Die Klage des Zeitungsverlags (Klägerin) auf Feststellung, dass die Untersagung der Bildaufnahmen unter Androhung der Beschlagnahme von Kamera und Film im Fall des Zuwiderhandelns rechtswidrig war, hat das Verwal­tungs­gericht Stuttgart im Dezember 2008 abgewiesen. Der VGH hat im Oktober 2009 die Berufung der Klägerin gegen dieses Urteil zugelassen.

Der VGH Baden-Württemberg hat der Berufung des Zeitungsverlags gegen das erstin­sta­nzliche Urteil stattgegeben.

Anfertigung von Bildaufnahmen durch Pressevertreter kann nicht generell von vornherein verboten werden

Da die Presse regelmäßig erst nach Sichtung des Fotomaterials über die Art und Weise der Veröf­fent­lichung und über eine gegebenenfalls erforderliche Unkennt­lich­machung von Personen entscheidet und in dieser Entscheidung durch die in Artikel 5 Absatz 1 Satz 2 des Grundgesetzes (GG) gewährleistete Pressefreiheit grundsätzlich geschützt ist, kann nicht bereits die Anfertigung von Bildaufnahmen durch Pressevertreter generell von vornherein verboten werden. Im Hinblick auf die zivil- und straf­recht­lichen Sanktionen einer unrechtmäßigen Veröf­fent­lichung muss grundsätzlich von der Rechtstreue eines Presse­fo­to­grafen ausgegangen werden. Dies gilt auch, soweit es um Einsätze besonders gefährdeter SEK-Beamter geht. Die Untersagung von Bildaufnahmen kann daher, wenn nicht im Einzelfall gegenteilige Erkenntnisse vorliegen, nicht darauf gestützt werden, dass eine rechtswidrige Veröf­fent­lichung der Bilder durch die Presse und dadurch eine Enttarnung der SEK-Beamten drohe.

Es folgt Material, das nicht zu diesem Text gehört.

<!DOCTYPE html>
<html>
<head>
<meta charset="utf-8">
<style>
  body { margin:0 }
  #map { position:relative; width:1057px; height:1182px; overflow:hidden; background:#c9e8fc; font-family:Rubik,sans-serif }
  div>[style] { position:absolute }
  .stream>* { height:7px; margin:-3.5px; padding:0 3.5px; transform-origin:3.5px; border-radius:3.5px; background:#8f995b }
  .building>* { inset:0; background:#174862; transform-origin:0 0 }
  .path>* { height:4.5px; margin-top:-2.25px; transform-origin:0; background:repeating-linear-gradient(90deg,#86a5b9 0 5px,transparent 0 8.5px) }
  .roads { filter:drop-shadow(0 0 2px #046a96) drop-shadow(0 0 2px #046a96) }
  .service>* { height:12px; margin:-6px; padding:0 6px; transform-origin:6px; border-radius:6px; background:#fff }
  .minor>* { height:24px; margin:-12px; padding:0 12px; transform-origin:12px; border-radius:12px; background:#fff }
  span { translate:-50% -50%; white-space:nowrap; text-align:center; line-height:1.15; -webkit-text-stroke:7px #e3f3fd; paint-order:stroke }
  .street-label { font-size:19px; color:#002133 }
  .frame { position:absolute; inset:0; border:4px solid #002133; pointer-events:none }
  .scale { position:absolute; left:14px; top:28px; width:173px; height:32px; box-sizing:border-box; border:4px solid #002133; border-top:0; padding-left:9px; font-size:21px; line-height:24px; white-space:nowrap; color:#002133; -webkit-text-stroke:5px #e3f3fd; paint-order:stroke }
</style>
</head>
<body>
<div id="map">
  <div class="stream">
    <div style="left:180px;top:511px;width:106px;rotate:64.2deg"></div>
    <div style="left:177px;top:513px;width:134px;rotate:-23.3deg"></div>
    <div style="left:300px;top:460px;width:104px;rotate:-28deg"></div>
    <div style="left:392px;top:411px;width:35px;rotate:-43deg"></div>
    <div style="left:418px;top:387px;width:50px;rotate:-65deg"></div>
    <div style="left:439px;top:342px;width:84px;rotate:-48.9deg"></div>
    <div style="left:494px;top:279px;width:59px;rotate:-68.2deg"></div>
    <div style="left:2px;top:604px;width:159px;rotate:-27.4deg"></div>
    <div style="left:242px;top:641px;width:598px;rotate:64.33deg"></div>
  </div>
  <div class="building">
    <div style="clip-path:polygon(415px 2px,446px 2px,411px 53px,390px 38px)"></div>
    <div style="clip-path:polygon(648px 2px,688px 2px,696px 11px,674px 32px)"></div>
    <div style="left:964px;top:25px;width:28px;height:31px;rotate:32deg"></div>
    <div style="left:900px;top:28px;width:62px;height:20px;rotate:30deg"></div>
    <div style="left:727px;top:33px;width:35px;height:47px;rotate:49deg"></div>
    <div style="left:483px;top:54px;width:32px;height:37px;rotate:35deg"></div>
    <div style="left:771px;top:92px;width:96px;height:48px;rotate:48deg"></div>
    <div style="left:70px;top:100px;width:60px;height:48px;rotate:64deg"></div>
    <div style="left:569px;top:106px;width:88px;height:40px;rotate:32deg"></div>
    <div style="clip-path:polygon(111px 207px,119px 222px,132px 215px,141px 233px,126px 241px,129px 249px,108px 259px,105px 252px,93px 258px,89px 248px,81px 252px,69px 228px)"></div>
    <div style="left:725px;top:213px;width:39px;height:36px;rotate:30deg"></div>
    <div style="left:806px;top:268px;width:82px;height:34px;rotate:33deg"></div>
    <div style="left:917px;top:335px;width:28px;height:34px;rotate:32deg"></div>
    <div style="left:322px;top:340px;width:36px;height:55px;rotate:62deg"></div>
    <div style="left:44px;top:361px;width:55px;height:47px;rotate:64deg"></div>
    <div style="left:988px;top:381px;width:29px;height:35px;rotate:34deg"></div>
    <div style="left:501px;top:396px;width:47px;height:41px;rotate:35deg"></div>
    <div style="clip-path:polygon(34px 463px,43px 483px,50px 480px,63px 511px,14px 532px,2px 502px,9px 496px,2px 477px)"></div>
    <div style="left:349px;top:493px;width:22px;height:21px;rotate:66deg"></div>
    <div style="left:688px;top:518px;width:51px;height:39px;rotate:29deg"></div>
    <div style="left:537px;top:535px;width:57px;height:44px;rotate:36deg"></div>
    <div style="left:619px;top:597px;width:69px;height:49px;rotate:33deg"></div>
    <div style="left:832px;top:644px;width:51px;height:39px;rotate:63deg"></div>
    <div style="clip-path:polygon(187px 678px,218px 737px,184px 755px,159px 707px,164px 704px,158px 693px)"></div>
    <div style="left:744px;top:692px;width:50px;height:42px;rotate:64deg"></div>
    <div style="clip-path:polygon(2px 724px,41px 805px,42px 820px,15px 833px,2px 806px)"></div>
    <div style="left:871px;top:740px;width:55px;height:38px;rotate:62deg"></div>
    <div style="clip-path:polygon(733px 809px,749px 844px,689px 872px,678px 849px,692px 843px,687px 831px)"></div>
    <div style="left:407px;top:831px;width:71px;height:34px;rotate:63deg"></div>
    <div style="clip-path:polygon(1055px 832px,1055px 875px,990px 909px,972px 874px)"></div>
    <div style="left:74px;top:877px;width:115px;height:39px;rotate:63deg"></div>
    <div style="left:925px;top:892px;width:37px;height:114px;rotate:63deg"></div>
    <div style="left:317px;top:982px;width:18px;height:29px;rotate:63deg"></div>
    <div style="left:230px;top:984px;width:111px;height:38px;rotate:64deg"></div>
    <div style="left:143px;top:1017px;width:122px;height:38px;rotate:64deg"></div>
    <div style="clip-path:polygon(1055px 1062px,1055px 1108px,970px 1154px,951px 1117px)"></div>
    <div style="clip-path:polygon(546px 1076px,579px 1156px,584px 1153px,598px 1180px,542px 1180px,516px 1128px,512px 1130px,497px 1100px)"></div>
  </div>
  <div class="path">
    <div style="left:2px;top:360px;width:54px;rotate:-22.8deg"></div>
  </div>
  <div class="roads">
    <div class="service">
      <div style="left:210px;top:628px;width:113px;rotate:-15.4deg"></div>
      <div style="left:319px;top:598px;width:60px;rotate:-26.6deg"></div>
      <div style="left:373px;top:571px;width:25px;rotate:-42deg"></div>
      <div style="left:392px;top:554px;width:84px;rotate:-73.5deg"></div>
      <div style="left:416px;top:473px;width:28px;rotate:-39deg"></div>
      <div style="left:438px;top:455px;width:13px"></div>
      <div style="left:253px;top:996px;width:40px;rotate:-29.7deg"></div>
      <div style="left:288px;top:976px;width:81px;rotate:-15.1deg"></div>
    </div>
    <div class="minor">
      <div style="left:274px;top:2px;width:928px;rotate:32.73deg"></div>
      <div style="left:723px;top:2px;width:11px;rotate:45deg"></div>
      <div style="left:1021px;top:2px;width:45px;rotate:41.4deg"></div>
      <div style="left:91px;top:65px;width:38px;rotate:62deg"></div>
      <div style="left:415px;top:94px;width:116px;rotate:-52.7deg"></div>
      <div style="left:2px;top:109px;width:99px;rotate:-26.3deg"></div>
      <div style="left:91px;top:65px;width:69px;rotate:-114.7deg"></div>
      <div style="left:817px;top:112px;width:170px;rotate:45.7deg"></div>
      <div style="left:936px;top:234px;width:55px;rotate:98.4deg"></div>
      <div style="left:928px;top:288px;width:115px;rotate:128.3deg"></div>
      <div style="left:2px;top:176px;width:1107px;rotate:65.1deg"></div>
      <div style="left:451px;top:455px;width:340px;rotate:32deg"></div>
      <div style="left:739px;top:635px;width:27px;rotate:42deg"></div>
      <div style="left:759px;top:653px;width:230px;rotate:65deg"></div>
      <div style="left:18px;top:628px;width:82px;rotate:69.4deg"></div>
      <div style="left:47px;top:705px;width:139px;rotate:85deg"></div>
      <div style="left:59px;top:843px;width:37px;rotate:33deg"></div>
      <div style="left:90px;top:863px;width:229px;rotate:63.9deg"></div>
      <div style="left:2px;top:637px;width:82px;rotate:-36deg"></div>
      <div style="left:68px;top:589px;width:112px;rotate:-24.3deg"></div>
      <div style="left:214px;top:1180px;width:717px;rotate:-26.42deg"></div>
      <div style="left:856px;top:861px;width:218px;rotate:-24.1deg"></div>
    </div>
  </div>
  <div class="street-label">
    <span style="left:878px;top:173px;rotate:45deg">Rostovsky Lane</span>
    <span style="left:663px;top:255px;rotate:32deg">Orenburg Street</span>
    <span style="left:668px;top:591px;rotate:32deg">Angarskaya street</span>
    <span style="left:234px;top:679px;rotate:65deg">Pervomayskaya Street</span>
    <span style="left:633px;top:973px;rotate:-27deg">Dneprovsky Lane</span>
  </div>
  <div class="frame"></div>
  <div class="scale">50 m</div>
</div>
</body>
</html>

Gemeinsame Sichtung der gefertigten Aufnahmen durch Presse­un­ter­nehmen und Polizei möglich, um Identität der SEK-Beamten zu schützen

Der Gefahr, dass die Identität der SEK-Beamten durch einen kriminellen Zugriff - etwa durch Angehörige der sog. russischen Mafia - auf die gefertigten Bildaufnahmen aufgedeckt wird und dadurch Leben und Gesundheit der SEK-Beamten und ihrer Familien­an­ge­hörigen sowie die Einsatz­fä­higkeit des SEK bedroht sein können, kann im Regelfall - ohne dass es eines Fotogra­fier­verbots bedarf - dadurch wirksam begegnet werden, dass der Pressevertreter um die vorübergehende Herausgabe des Speichermediums bis zu einer gemeinsamen Sichtung der gefertigten Aufnahmen durch Presse­un­ter­nehmen und Polizei aufgefordert wird. Eine solche Vorgehensweise wäre auch hier möglich gewesen. Zeigt sich der Pressevertreter insoweit nicht koope­ra­ti­o­ns­bereit und verweigert die Herausgabe, kommt eine vorübergehende Beschlagnahme des Speichermediums in Betracht. Die Beschlagnahme ist in diesem Fall gegenüber einem Fotogra­fier­verbot mit Blick auf die Pressefreiheit das mildere Mittel, weil sie eine Recherche und im Ergebnis eine Bildbe­rich­t­er­stattung ermöglicht. Die Polizei wäre im Falle einer Beschlagnahme verpflichtet, zeitnah in Kooperation mit dem Presse­un­ter­nehmen über die Speicherung, Bearbeitung, Veröf­fent­lichung und ggf. Löschung der gefertigten Aufnahmen zu entscheiden.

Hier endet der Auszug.